**Records shown:**
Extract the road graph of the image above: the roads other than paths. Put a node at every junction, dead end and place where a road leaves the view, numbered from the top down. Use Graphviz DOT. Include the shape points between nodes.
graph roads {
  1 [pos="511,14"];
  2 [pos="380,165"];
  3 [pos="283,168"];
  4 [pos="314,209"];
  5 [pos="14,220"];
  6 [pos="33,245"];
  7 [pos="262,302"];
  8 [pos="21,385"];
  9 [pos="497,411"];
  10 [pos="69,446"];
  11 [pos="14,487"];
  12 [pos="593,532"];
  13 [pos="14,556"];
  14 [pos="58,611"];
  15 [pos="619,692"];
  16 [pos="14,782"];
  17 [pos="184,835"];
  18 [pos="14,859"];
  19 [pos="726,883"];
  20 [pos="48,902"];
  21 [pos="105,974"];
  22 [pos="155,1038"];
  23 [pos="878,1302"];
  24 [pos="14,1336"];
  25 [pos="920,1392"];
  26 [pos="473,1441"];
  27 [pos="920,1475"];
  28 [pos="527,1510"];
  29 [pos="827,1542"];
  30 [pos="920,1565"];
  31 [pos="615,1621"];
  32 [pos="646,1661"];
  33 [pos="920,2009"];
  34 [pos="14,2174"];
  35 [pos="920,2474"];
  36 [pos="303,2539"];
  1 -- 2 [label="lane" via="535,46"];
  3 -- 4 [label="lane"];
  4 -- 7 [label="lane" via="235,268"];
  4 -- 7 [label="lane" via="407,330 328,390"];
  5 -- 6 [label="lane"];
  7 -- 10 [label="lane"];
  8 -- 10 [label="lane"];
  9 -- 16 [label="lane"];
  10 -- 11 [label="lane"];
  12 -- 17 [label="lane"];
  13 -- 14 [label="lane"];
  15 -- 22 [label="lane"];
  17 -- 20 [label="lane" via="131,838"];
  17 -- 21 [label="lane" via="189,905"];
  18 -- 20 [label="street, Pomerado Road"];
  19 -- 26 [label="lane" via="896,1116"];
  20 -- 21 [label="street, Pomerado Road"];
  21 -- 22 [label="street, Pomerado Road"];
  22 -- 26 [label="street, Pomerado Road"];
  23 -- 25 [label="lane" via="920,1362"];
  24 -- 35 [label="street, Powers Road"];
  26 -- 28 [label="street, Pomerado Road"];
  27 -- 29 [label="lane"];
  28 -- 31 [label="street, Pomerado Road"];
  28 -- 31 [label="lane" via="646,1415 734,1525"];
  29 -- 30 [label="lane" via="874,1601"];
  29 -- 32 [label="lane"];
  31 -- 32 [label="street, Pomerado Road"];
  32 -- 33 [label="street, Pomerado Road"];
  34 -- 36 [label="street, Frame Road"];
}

**Brief:** Reproduce each line of the records in which the word "street" appears.

**Result of this exercise:**
  18 -- 20 [label="street, Pomerado Road"];
  20 -- 21 [label="street, Pomerado Road"];
  21 -- 22 [label="street, Pomerado Road"];
  22 -- 26 [label="street, Pomerado Road"];
  24 -- 35 [label="street, Powers Road"];
  26 -- 28 [label="street, Pomerado Road"];
  28 -- 31 [label="street, Pomerado Road"];
  31 -- 32 [label="street, Pomerado Road"];
  32 -- 33 [label="street, Pomerado Road"];
  34 -- 36 [label="street, Frame Road"];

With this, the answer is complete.